I got a call last week from an organization which had commissioned a sculpture in the mid-1980s. For over 30 years, they had been making small-scale reproductions of the sculpture and using them as part of an annual award ceremony. The sculptor died recently, and the Executive Director had just received an email from the sculptor’s estate asking whether the organization had permission to make the reproductions. The estate representative had not been able to find any documentation regarding the commission. and suggested that the sculptor may have retained copyright in the work, in which case the estate should have been paid a license fee for each reproduction.
The Executive Director was puzzled and contacted me. He wondered how the sculptor, or his estate, could assert copyright ownership in a work that had been made over 30 years ago. Wasn’t the estate’s claim barred by the statute of limitations?
I explained that copyright gives the creator an exclusive right to make reproductions of a work for a limited period. Under current US law, copyright in a work created by an individual lasts for the life of the creator plus 70 years – in other words, a long time. The statute of limitations does not bar a copyright infringement claim brought during the copyright term.
The issue, I pointed out, is whether there was a written “work-for-hire” agreement for the commission signed by the sculptor. The facts of this case sounded identical to the seminal copyright case Committee for Creative Non-Violence vs. Reid (decided in 1989) in which the Supreme Court ruled that for the commissioning organization to own copyright in the commissioned work, there must be a written agreement signed by the creator acknowledging that the commission is a work made for hire within the meaning of the US Copyright Act. Absent that, the creator retains copyright in the work.
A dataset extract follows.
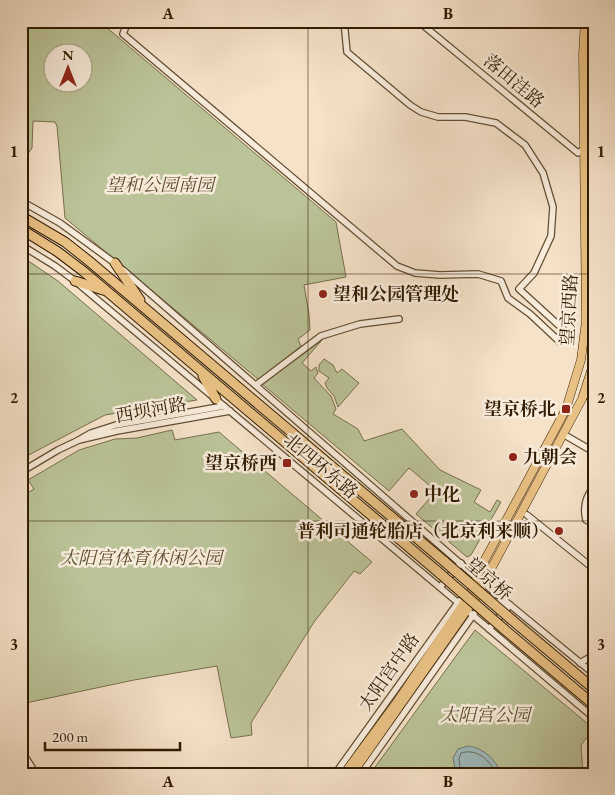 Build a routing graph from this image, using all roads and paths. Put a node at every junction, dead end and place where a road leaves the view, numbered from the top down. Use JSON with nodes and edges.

Underlying this decision is the fact that, under current law copyright ownership arises on creation and is owned by the creator. Copyright ownership can only be transferred in writing. So, either there must be a written agreement executed prior to performance of the work acknowledging that the relationship is a work-for-hire, or there must be a written assignment of copyright. A well-drafted work-for-hire provision will both indicate that the commission is a work-for-hire under US copyright law, and that, in the event it is not considered a work-for-hire, that the creator assigns copyright to the commissioning organization.
In situations where the creator wants to retain copyright ownership, the commissioning agreement should include language that expressly gives the organization the right to use the work for the purposes it needs. This can be stated in the form of a license to use the work for specific purposes, such as making small-scale reproductions of a sculpture for annual award purposes.
The Executive Director went back and searched his organization’s files, and apparently was able to find documentation addressing copyright ownership which satisfied the sculptor’s estate. The lesson to take from this is to always, always, address upfront the issue of copyright ownership when commissioning a creative work.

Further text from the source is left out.